Exercise — Filter out all lines without the word "curves" from the data below, please, and copy the rest.

=== Material shown ===

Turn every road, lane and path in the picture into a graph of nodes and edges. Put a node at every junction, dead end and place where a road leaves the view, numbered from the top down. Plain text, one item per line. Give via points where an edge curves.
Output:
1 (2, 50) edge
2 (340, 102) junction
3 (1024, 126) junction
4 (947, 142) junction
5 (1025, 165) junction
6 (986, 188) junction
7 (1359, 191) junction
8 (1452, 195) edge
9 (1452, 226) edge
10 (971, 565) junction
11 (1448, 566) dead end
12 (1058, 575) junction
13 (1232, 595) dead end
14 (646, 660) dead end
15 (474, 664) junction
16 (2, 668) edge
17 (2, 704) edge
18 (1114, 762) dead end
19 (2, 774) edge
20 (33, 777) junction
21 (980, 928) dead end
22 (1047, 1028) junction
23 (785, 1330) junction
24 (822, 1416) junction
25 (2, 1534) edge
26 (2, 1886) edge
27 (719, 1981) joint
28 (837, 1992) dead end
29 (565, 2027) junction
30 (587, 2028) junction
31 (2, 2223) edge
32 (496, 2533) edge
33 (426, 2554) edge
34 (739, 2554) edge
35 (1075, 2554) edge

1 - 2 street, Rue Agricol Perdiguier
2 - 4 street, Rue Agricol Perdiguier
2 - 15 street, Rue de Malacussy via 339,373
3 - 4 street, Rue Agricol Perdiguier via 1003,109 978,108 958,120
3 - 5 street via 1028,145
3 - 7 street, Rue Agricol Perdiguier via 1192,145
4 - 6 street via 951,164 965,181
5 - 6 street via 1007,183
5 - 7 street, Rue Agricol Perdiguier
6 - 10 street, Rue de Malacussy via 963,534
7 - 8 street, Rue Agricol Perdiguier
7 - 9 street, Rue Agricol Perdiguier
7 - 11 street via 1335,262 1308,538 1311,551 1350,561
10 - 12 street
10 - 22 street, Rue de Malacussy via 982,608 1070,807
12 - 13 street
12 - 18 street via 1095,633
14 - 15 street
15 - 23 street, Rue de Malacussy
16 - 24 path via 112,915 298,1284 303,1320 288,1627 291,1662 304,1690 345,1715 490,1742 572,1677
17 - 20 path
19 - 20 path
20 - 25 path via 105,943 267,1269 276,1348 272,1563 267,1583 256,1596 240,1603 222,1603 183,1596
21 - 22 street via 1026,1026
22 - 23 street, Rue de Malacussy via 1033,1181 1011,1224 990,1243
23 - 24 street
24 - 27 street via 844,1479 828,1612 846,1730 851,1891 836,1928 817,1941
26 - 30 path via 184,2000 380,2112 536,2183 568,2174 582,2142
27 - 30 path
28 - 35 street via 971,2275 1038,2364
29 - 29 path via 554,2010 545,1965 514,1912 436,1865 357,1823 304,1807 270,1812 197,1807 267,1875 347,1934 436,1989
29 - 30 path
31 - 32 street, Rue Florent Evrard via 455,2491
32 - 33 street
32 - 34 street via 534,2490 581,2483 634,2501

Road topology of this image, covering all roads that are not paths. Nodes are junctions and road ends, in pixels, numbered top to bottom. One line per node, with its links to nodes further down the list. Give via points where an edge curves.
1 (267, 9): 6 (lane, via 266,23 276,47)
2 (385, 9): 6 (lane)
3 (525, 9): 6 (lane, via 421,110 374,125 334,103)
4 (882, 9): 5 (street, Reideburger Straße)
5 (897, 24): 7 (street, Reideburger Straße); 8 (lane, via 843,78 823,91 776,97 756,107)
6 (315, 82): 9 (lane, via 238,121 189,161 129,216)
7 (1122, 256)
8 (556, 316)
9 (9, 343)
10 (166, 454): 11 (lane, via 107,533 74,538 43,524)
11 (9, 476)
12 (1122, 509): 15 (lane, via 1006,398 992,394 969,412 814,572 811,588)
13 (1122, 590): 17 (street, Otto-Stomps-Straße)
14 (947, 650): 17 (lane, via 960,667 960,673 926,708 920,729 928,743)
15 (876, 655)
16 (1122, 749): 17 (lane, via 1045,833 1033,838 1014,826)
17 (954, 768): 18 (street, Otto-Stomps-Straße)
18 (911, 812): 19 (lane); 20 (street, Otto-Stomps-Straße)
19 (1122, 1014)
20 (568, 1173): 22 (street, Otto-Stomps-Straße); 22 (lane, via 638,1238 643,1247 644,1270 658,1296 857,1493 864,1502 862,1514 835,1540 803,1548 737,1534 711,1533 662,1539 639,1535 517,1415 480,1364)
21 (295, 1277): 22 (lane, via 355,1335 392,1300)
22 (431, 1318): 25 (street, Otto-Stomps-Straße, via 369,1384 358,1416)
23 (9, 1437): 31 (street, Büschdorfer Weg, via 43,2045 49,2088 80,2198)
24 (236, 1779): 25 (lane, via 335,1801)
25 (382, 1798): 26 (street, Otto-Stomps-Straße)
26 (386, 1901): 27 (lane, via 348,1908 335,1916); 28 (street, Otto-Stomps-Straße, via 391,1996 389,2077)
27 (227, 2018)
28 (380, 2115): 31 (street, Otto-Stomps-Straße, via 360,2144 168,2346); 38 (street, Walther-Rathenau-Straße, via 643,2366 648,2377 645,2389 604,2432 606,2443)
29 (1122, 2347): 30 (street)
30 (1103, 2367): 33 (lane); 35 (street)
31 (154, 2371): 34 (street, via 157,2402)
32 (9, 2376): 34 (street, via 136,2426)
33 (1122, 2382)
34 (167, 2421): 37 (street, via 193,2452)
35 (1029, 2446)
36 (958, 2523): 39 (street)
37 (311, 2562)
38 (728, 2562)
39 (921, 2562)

===

Solution for this problem —
Turn every road, lane and path in the picture into a graph of nodes and edges. Put a node at every junction, dead end and place where a road leaves the view, numbered from the top down. Plain text, one item per line. Give via points where an edge curves.
Road topology of this image, covering all roads that are not paths. Nodes are junctions and road ends, in pixels, numbered top to bottom. One line per node, with its links to nodes further down the list. Give via points where an edge curves.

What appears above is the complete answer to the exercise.